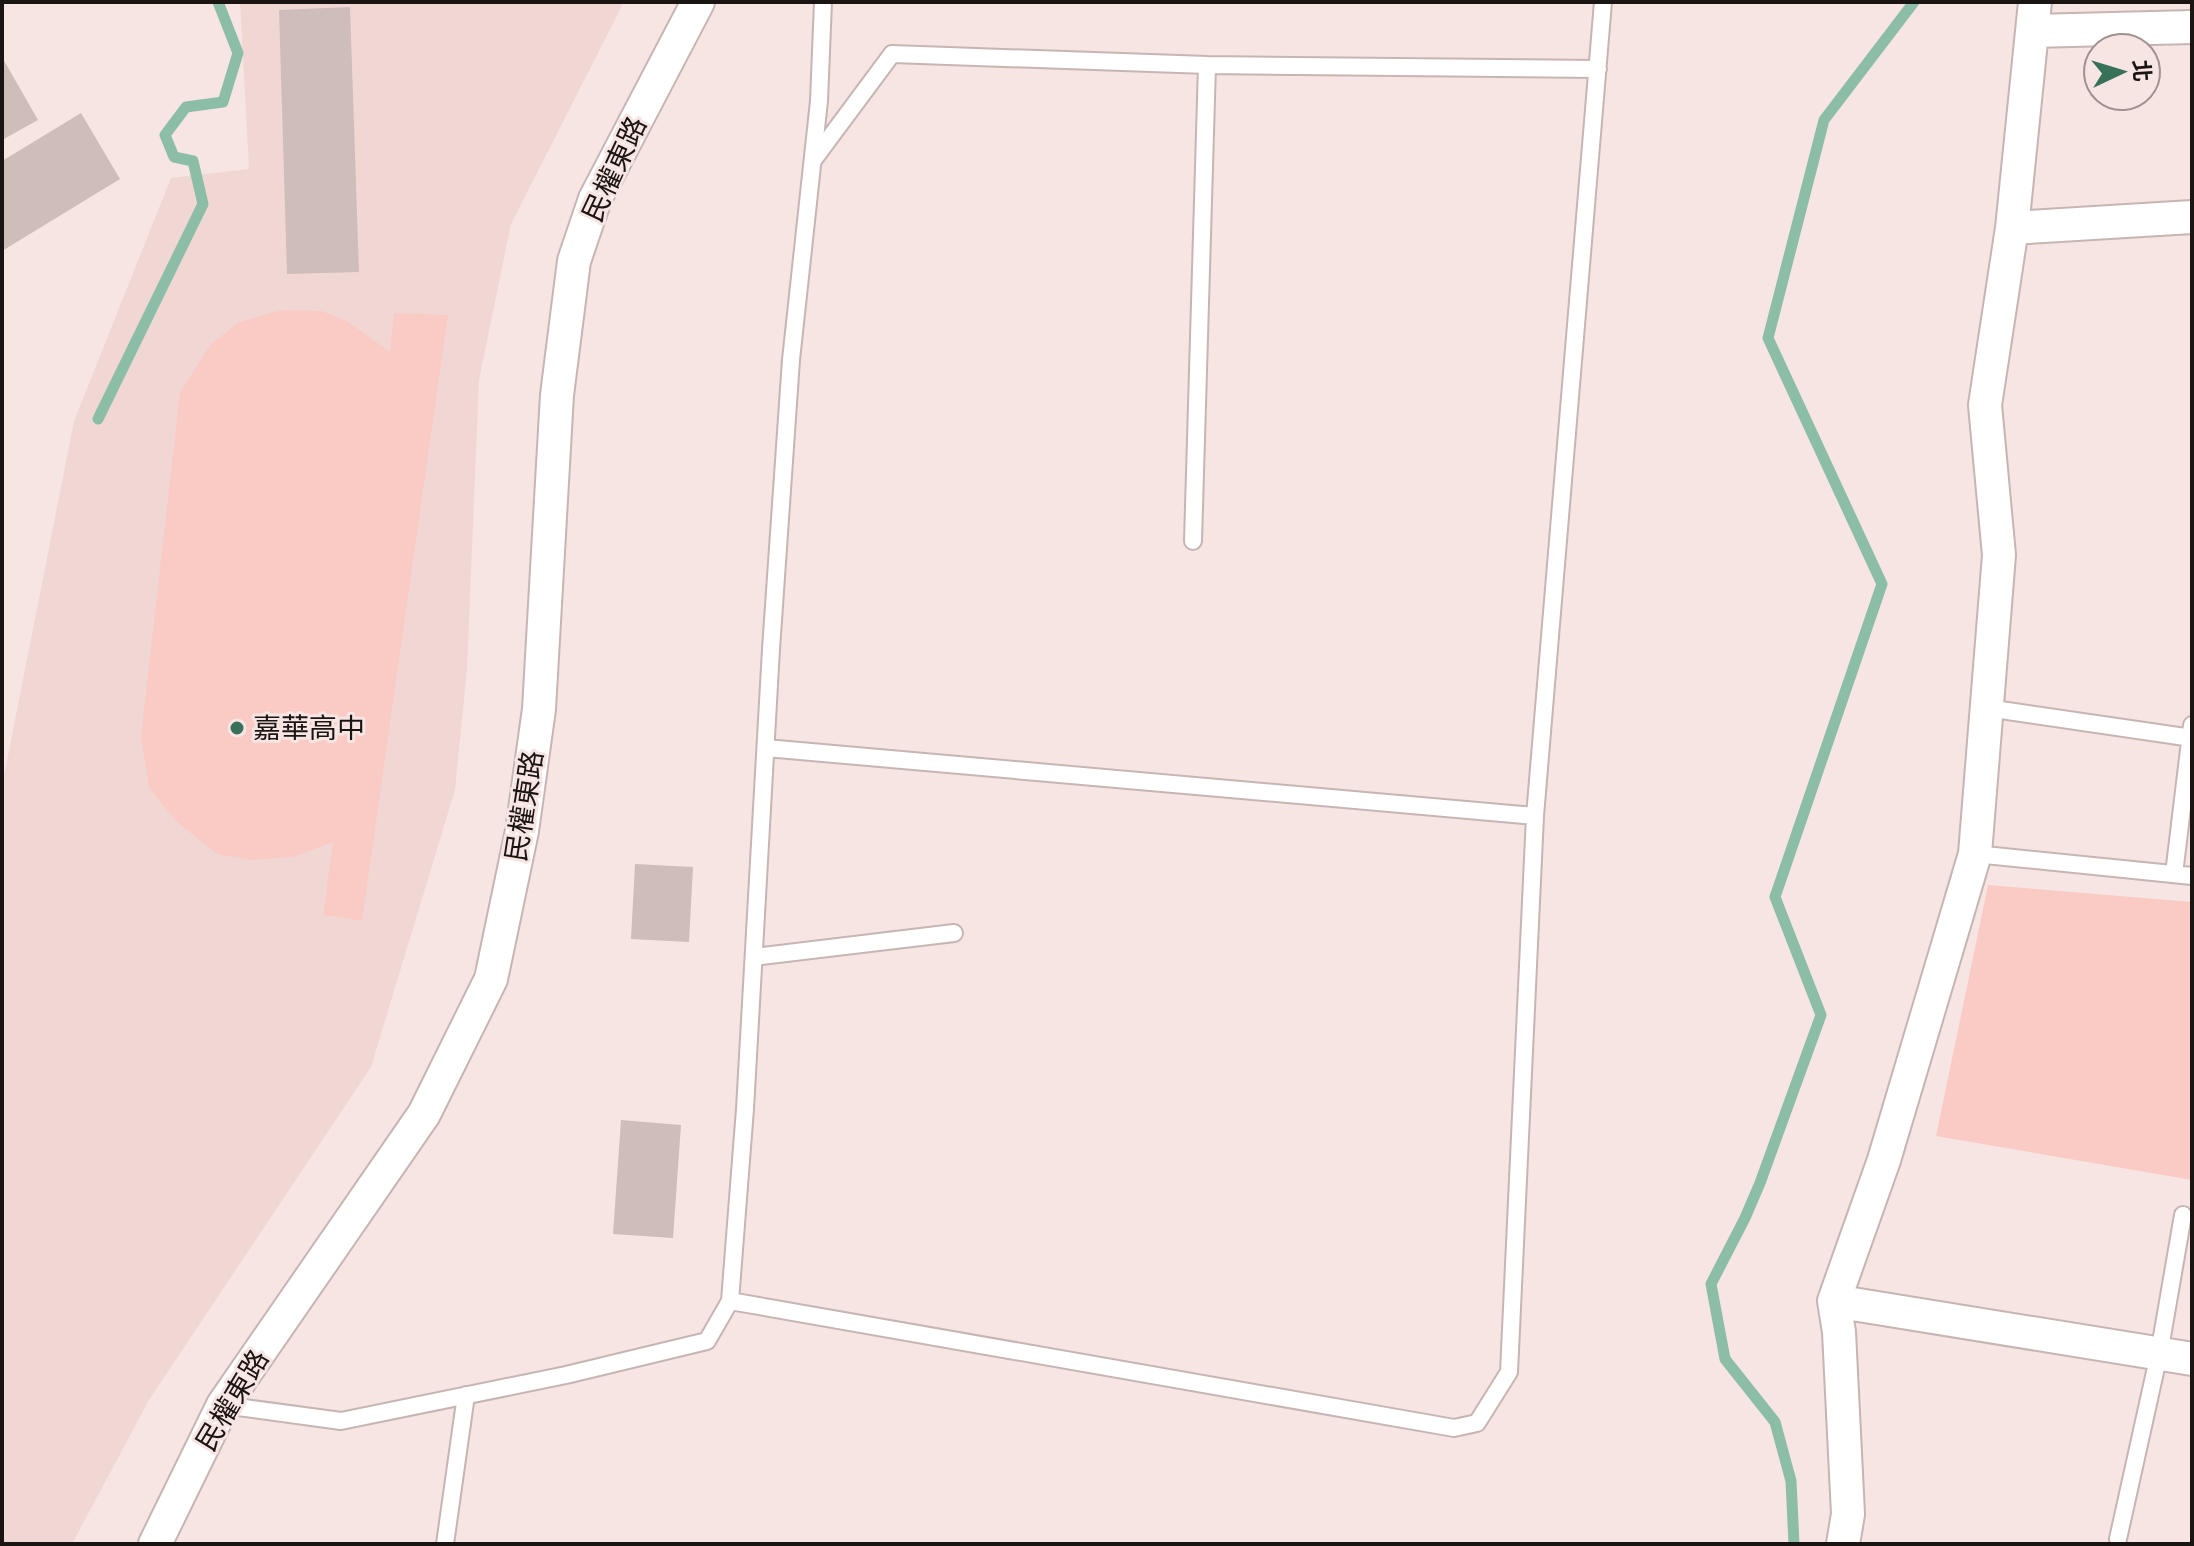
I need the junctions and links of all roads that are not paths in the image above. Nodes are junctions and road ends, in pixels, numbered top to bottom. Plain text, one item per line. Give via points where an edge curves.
1 (698, 2) edge
2 (823, 2) edge
3 (1603, 2) edge
4 (2034, 17) edge
5 (2192, 27) edge
6 (1207, 65) junction
7 (1598, 69) junction
8 (813, 160) junction
9 (2192, 217) edge
10 (2012, 228) junction
11 (1193, 541) dead end
12 (1987, 708) junction
13 (2191, 733) edge
14 (766, 748) junction
15 (1535, 816) junction
16 (1975, 854) junction
17 (2174, 874) junction
18 (2192, 876) edge
19 (954, 933) dead end
20 (754, 957) junction
21 (2183, 1215) dead end
22 (730, 1301) junction
23 (1834, 1301) junction
24 (2159, 1354) junction
25 (2192, 1359) edge
26 (466, 1395) junction
27 (223, 1405) junction
28 (2118, 1539) dead end
29 (155, 1544) edge
30 (445, 1544) edge
31 (1843, 1544) edge

1 - 27 street, 民權東路 via 595,199 574,261 557,395 539,709 522,831 491,979 424,1114
2 - 8 lane
3 - 7 lane
4 - 5 street
4 - 10 street
6 - 7 lane
6 - 8 lane via 892,54
6 - 11 lane
7 - 15 lane
8 - 14 lane via 791,360
9 - 10 street
10 - 12 street via 1985,405 1999,555
12 - 13 lane
12 - 16 street
13 - 17 lane
14 - 15 lane
14 - 20 lane
15 - 22 lane via 1509,1372 1477,1423 1454,1428
16 - 17 lane
16 - 23 street via 1884,1160
17 - 18 lane
19 - 20 lane
20 - 22 lane
21 - 24 lane
22 - 26 lane via 707,1341
23 - 24 street
23 - 31 street via 1848,1514
24 - 25 street
24 - 28 lane
26 - 27 lane via 341,1421
26 - 30 lane
27 - 29 street, 民權東路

→ **HOW TO COMPLETE THIS TASK**
Report each line in the entries where the string "民權東路" occurs.

→ **TASK OUTPUT**
1 - 27 street, 民權東路 via 595,199 574,261 557,395 539,709 522,831 491,979 424,1114
27 - 29 street, 民權東路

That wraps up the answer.